Fields v. Metropolitan Street Railway Co.

Decision Date07 April 1913
Citation155 S.W. 845,169 Mo.App. 624
PartiesMINNIE FIELDS, Respondent, v. METROPOLITAN STREET RAILWAY COMPANY, Appellant
CourtKansas Court of Appeals

Appeal from Jackson Circuit Court.--Hon. W. O. Thomas, Judge.

AFFIRMED.

Judgment affirmed.

John H Lucas and Chas. N. Sadler for appellant.

Joseph P. Aylward, I. J. Ringolsky and Harry L. Jacobs for respondent.

OPINION

JOHNSON, J.

--Plaintiff alleges that at a time when the relation of passenger and common carrier existed between her and defendant she was injured by the negligence of defendant and prays for the recovery of her resultant damages. The answer in effect, is a general denial. The cause is here on the appeal of defendant from a judgment of $ 3750, recovered by plaintiff in the circuit court. The points relied on by defendant for a reversal of the judgment are alleged errors in the rulings on evidence and instructions, misconduct of counsel for plaintiff and that the verdict is excessive.
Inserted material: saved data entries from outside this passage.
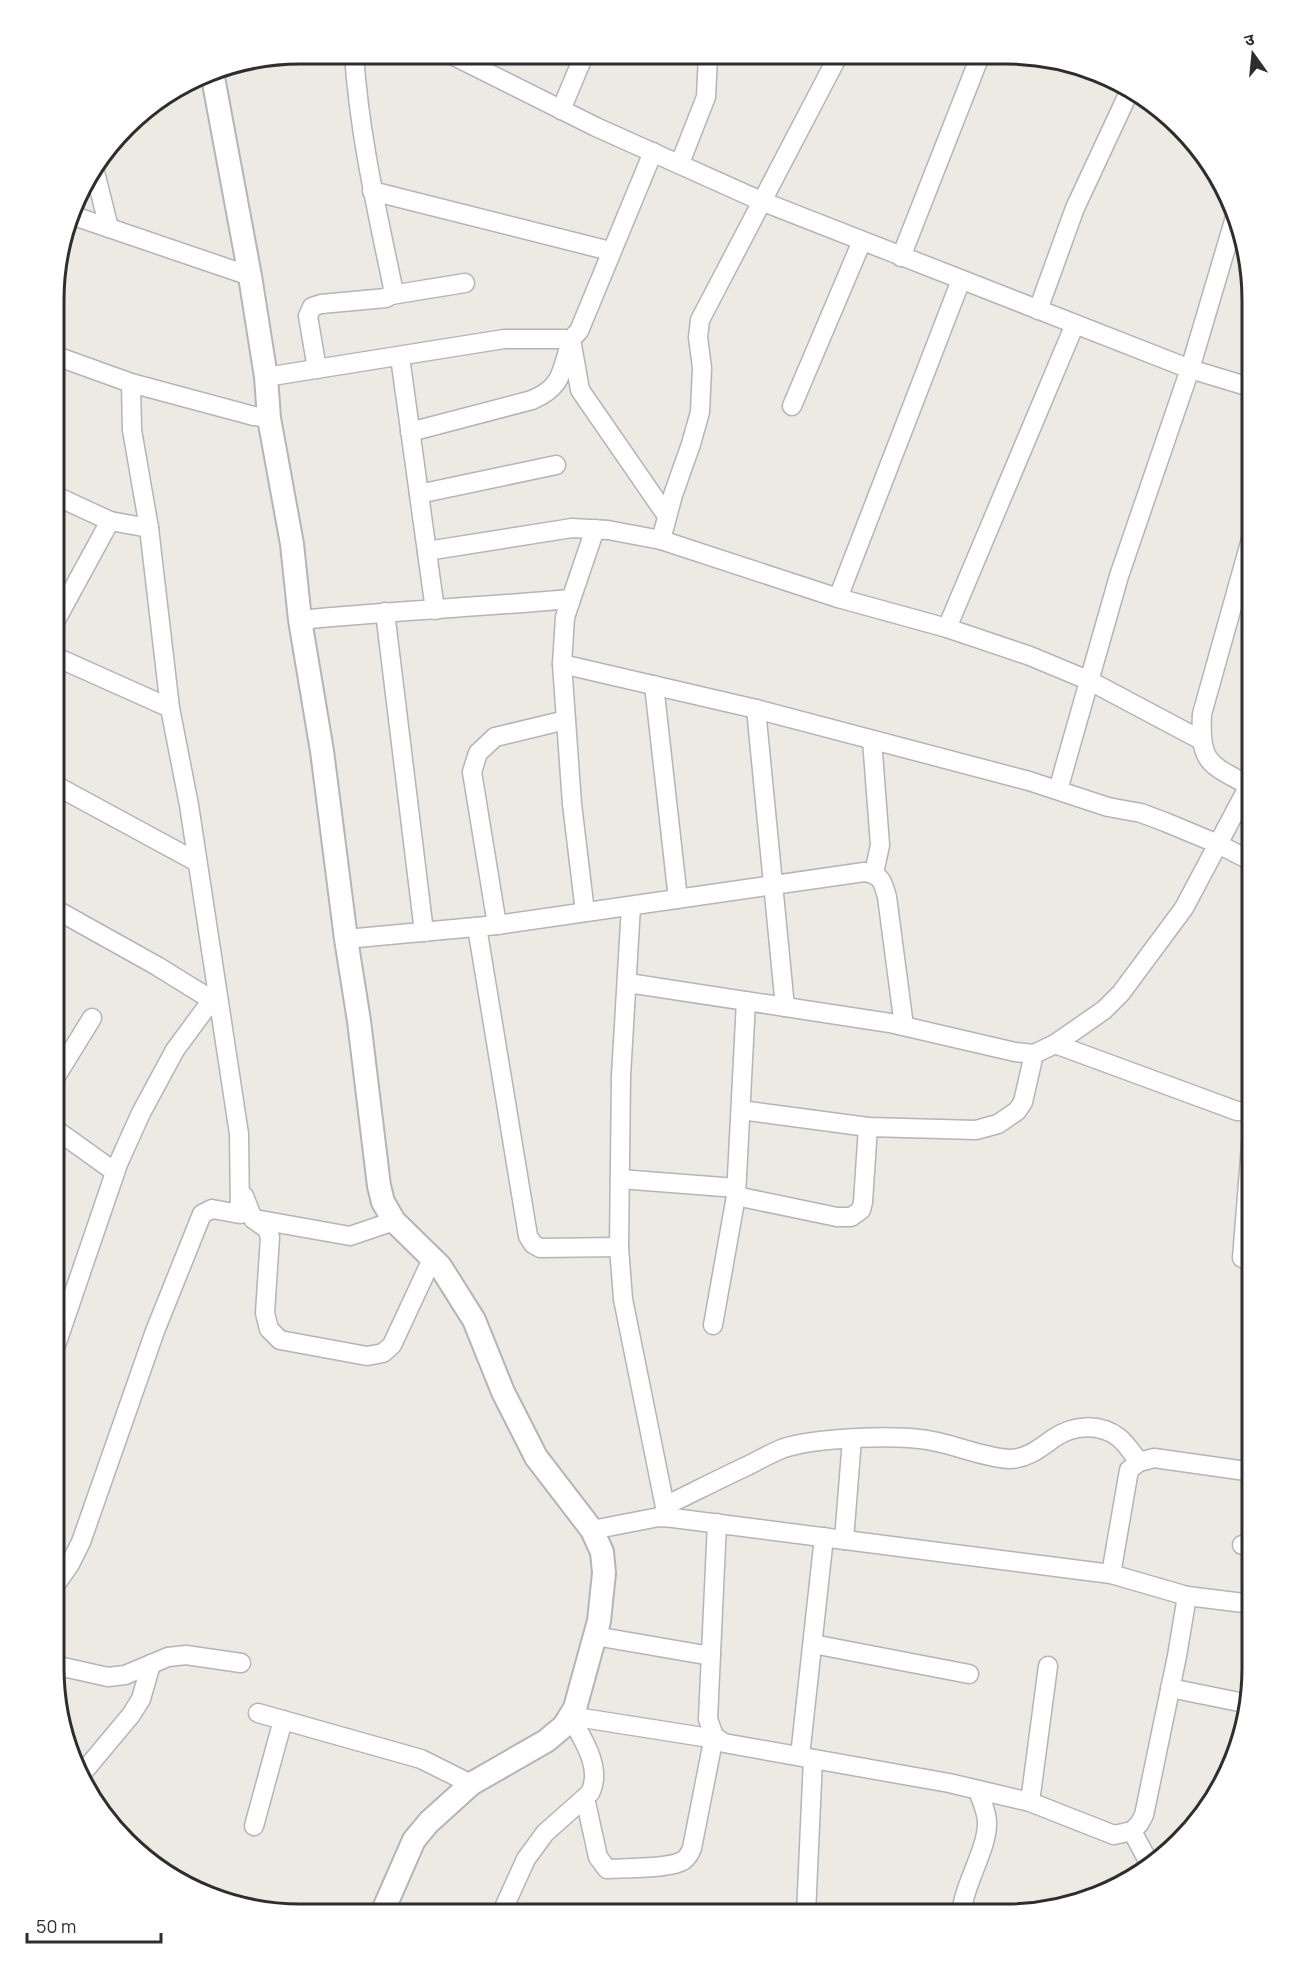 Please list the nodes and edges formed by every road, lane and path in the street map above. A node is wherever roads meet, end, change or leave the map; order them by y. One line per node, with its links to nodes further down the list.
1 (355, 64): 13 (street)
2 (472, 64): 9 (street)
3 (581, 64): 9 (street)
4 (708, 64): 11 (street)
5 (834, 64): 14 (street)
6 (977, 64): 20 (street)
7 (214, 81): 21 (street)
8 (1127, 97): 25 (street)
9 (561, 110): 10 (street)
10 (652, 152): 11 (street); 19 (street)
11 (680, 163): 14 (street)
12 (97, 180): 16 (street)
13 (372, 191): 19 (street); 24 (street)
14 (761, 201): 18 (street); 41 (street)
15 (79, 218): 16 (street)
16 (109, 228): 21 (street)
17 (1231, 229): 31 (street)
18 (862, 241): 20 (street); 35 (street)
19 (610, 251): 27 (street)
20 (901, 257): 22 (street)
21 (250, 276): 32 (street)
22 (961, 280): 25 (street); 48 (street)
23 (465, 283): 24 (street)
24 (391, 295): 30 (street)
25 (1038, 310): 26 (street)
26 (1075, 324): 31 (street); 54 (street)
27 (571, 339): 28 (street); 37 (street); 41 (street)
28 (400, 357): 30 (street); 37 (street)
29 (64, 359): 33 (street)
30 (318, 369): 32 (street)
31 (1190, 369): 34 (street); 57 (street)
32 (266, 377): 36 (street)
33 (131, 383): 36 (street); 43 (street)
34 (1242, 385)
35 (792, 406)
36 (270, 418): 53 (street)
37 (410, 432): 39 (street)
38 (556, 465): 39 (street)
39 (419, 494): 46 (street)
40 (64, 500): 42 (street)
41 (668, 516): 45 (street)
42 (110, 521): 43 (street); 50 (street)
43 (148, 528): 59 (street)
44 (595, 529): 45 (street); 46 (street); 49 (street)
45 (662, 540): 48 (street)
46 (427, 551): 51 (street)
47 (1242, 571): 63 (street)
48 (838, 598): 54 (street)
49 (571, 599): 51 (street); 56 (street)
50 (64, 605)
51 (435, 610): 52 (street)
52 (385, 612): 53 (street); 79 (street)
53 (300, 620): 80 (street)
54 (947, 628): 57 (street)
55 (64, 661): 59 (street)
56 (562, 664): 58 (street); 61 (street)
57 (1090, 681): 63 (street); 66 (street)
58 (654, 685): 60 (street); 73 (street)
59 (170, 708): 70 (street)
60 (756, 709): 62 (street); 72 (street)
61 (566, 720): 75 (street); 77 (street)
62 (872, 740): 66 (street); 71 (street)
63 (1200, 740): 64 (street)
64 (1242, 779)
65 (64, 790): 70 (street)
66 (1058, 790): 68 (street)
67 (1242, 802): 68 (street)
68 (1218, 844): 69 (street); 87 (street)
69 (1242, 856)
70 (197, 862): 82 (street)
71 (874, 873): 72 (street); 86 (street)
72 (773, 885): 73 (street); 84 (street)
73 (678, 899): 74 (street)
74 (631, 906): 75 (street); 81 (street)
75 (585, 912): 77 (street)
76 (64, 914): 82 (street)
77 (497, 925): 78 (street)
78 (477, 927): 79 (street); 100 (street)
79 (424, 932): 80 (street)
80 (346, 939): 99 (street)
81 (628, 983): 83 (street); 95 (street)
82 (214, 997): 94 (street); 96 (street)
83 (746, 1001): 84 (street); 90 (street)
84 (785, 1007): 86 (street)
85 (92, 1018): 89 (street)
86 (904, 1026): 88 (street)
87 (1055, 1044): 88 (street); 91 (street)
88 (1034, 1054): 92 (street)
89 (64, 1063)
90 (741, 1110): 92 (street); 97 (street)
91 (1242, 1111)
92 (868, 1127): 97 (street)
93 (64, 1135): 94 (street)
94 (115, 1172): 102 (street)
95 (620, 1179): 97 (street); 100 (street)
96 (241, 1189): 98 (street); 112 (street)
97 (736, 1192): 103 (street)
98 (253, 1219): 99 (street); 101 (street)
99 (394, 1221): 101 (street)
100 (619, 1247): 107 (street)
101 (432, 1258): 109 (street)
102 (64, 1322)
103 (713, 1325)
104 (852, 1439): 105 (street); 107 (street); 111 (street)
105 (1139, 1462): 106 (street); 113 (street)
106 (1242, 1471)
107 (666, 1512): 108 (street); 109 (street)
108 (717, 1523): 110 (street); 118 (street)
109 (592, 1530): 116 (street)
110 (824, 1537): 111 (street); 117 (street)
111 (844, 1540): 113 (street)
112 (64, 1573)
113 (1111, 1574): 114 (street)
114 (1187, 1596): 115 (street); 124 (street)
115 (1242, 1603)
116 (595, 1636): 118 (street); 127 (street)
117 (813, 1644): 123 (street); 130 (street)
118 (711, 1656): 129 (street)
119 (241, 1663): 120 (street)
120 (151, 1664): 122 (street); 131 (street)
121 (1048, 1666): 135 (street)
122 (64, 1667)
123 (969, 1674)
124 (1170, 1688): 125 (street); 137 (street)
125 (1240, 1702)
126 (258, 1713): 128 (street)
127 (570, 1716): 129 (street); 132 (street); 134 (street)
128 (283, 1720): 132 (street); 136 (street)
129 (714, 1736): 130 (street); 134 (street)
130 (806, 1757): 133 (street); 141 (street)
131 (87, 1768)
132 (471, 1784): 139 (street)
133 (978, 1790): 135 (street); 142 (street)
134 (585, 1798): 140 (street)
135 (1030, 1802): 137 (street)
136 (254, 1826)
137 (1132, 1831): 138 (street)
138 (1147, 1858)
139 (386, 1904)
140 (505, 1904)
141 (806, 1904)
142 (963, 1904)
The injury occurred January 1, 1910, at the corner of Seventh street and Quindaro boulevard in Kansas City, Kansas. A Jackson avenue electric car bound for Kansas City, Missouri, stopped on that corner at its regular stopping place for the reception and discharge of passengers. Plaintiff an unmarried woman eighteen years of age and two women companions proceeded to board the car for the purpose of becoming passengers. Other passengers boarded the car at that place and all got on in safety except plaintiff who was the last to step on the car. She made the first step with her left foot and with the aid of the handhold at the rear of the entrance, which she grasped with her left hand, pulled herself up so that her weight rested on the first step. While in that position and before she had secured a safe footing the car suddenly started forward with a jerk, followed shortly by another and plaintiff was thrown off her balance, jerked back and forth and swung around in a manner to cause the injuries we shall describe. As to the manner of her injury plaintiff testified:

"Well, they had all gotten on the car and I just got my left foot upon the step and ahold of the rod, back rod, with my left hand and stepped up on the car with that foot, the left foot, and just as I started to step up with the other foot the car started, gave one dash of power and kind of swung me back. If it had stopped then I would have got on the car, but it gave another dash of power and threw me around. There was some gentleman standing in the back vestibule, and I had on a heavy coat, a fur coat, and my hold pulled loose, his hold rather, of my arm, and the man had hold of my left arm and when his hold pulled loose he grabbed at me again, as I started around the second time, and caught me and pulled me into the vestibule."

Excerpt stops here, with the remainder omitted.